Hall of Mirrors
Disclaimer: Er. I don't own Peter Pan; actually I don't really want to; I mean, I like it, but it's quite strange, really.
"Go to your room, Jimmy!" The sullen-looking three-year-old glared at the speaker. His father towered above him, an avalanche of sound and movement. Jimmy obeyed sulkily, his short, black curls bouncing as he walked. Inside his room, he looked around. It was a small room, not really big enough for a child. It had once been the broom cupboard, but now Jimmy had it for his very own. Scowling, Jimmy stalked over to the corner and dug out an old, very battered, toy sword. He swished it through the air a few times, experimentally. Then, shrieking, "Ha-ha!" he leaped onto the bed and began having a ferocious duel with nothing.
It ended after a few minutes with Jimmy the victor, hot and panting. He went over to the small window of his room, constructed after it ceased to be a broom cupboard, and popped his head out, into the cold, cloyingly moist air of a London pea-souper. The chill air cut like a knife into his lungs, and he took deep breaths, enjoying the sensation of a mouthful of cloud. He pulled his socks and shoes off and sat on the window ledge, dangling his feet out, pretending he was wading in a great white ocean.
"Jimmy!" shouted his father from somewhere outside the room. Jimmy started in surprise and turned, scrabbling to get back in his room before his father came in. He had his knees on the ledge now, and he brought up his left foot to stand on it, but the ledge was slick from the moisture in the fog, and he slipped. His foot shot backwards and down, and the momentum dragged Jimmy off the window ledge and out of the window. He fell…
…Jimmy blinked his eyes slowly and looked around. He couldn't quite remember what had happened, how he had come to be where he was. Shrugging slightly, he decided it didn't matter, as long as his father weren't here to spoil this, too. He staggered to his feet and looked about him. He was standing on a sandy beach, near a small inlet of blue ocean. From somewhere out of sight he could hear the sounds of singing and laughter, in high, girlish voices. Yawning and stretching, he moved off in the direction of the sounds.As he came into view of the people making the sounds, his face split into a broad grin. Three young ladies were sunning themselves on the rocks near the center of a tiny cove. The rocks were shaped in obligingly couch-and-bed-like formations, and covered with a fine, downy, green moss, as soft as velvet. One of the girls was blond, one brunette, and one a redhead. They all held bright mirrors with gleaming mother-of-pearl handles, and they were all combing their long, waist-length hair. Surprisingly, instead of legs, they each sported a long, lithe, green fish-tail, covered with shimmering scales.
Jimmy smiled at the mermaids, and bowed politely. "Good day," he said, his youthful voice filling the whole grotto.
"Oh!" exclaimed the redheaded mermaid, daintily surprised. The other two splashed their tails in greeting, giggled, and preened their hair.
"Er…" said Jimmy, brushing a hand through his curly hair. "Er, could you tell me where I am?"
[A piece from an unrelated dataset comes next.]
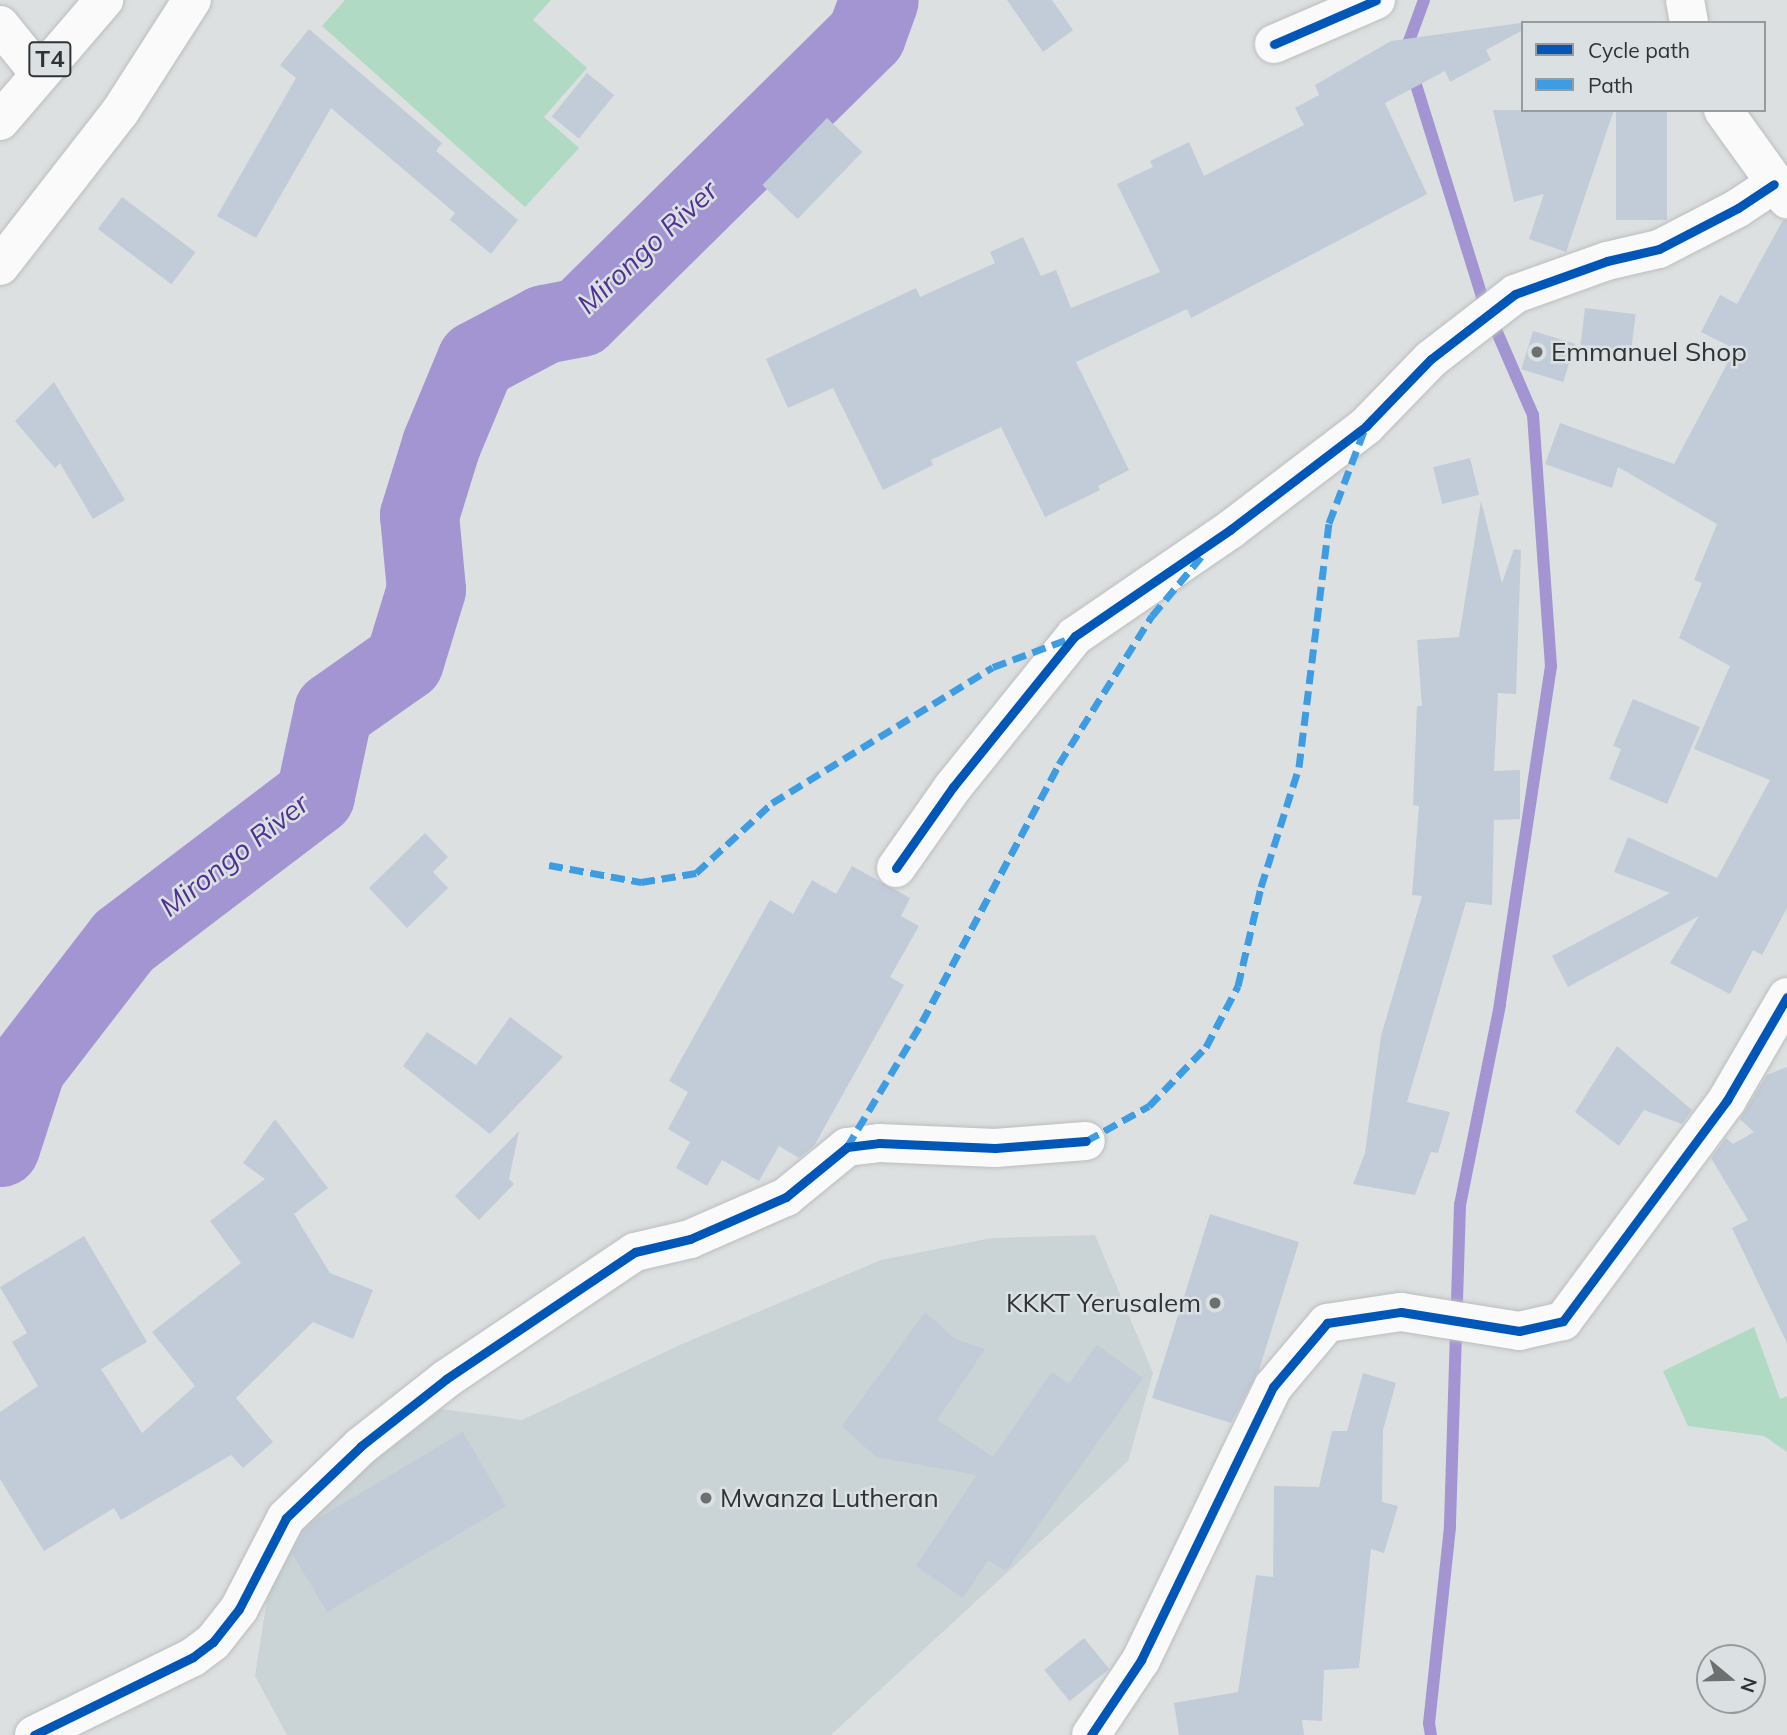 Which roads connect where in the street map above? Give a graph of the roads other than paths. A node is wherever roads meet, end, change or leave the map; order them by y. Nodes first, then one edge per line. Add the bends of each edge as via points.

The blond and the brunette both went off in fits of giggles, but the redhead, who seemed the most mature of the three, replied smilingly, "Don't you know, little boy? This is the Never Never Land."
"What does that mean?" Jimmy asked ingenuously, but the redhead just shrugged.
"It just means that that is what Here is called, you know. Don't you usually have a name for Here?"
"I s'pose I do," Jimmy conceded.
"I like this place," he decided suddenly. "I don't think I shall ever leave."
"Well, be sure and don't grow up, then!" giggled the redheaded mermaid. Then, with a merry wave, she flipped up her tail and dove gracefully into the water with a very quiet plop. Jimmy surveyed the place where she had disappeared with silent interest. "I shan't, then," he replied to the waves.
Jimmy had soon learned a good deal about the Never Never Land. Some of his information he gleaned from its inhabitants, but most of it, he found he simply knew when he woke up in the morning. He decided it must not be needed at night, and so it just floated about until the morning, and it often ended up beside Jimmy's bed (which was a small one, made partly by himself, and partly by his imagination, and located in a small underground cave) so that he picked it up, being an early riser on principle.
One day, he was awakened even earlier than usual, by some thumping, bumbling sounds. "Who's there?" he called out sleepily and got out of bed to investigate.
Two boys were standing in the room. One was tall and quite skinny, with large, limpid blue eyes and lank brown hair almost down to his chin. The other was much shorter, and had wiry, coppery hair and bright green eyes. He was smiling in a bewildered sort of manner, and one shoulder was raised above the other, giving him a lopsided, misshapen look.
"Good morning, gen'lemen," Jimmy said politely. He had found that he could be as elegant as he liked here, and it always sort of--worked. It was amazingly good fun.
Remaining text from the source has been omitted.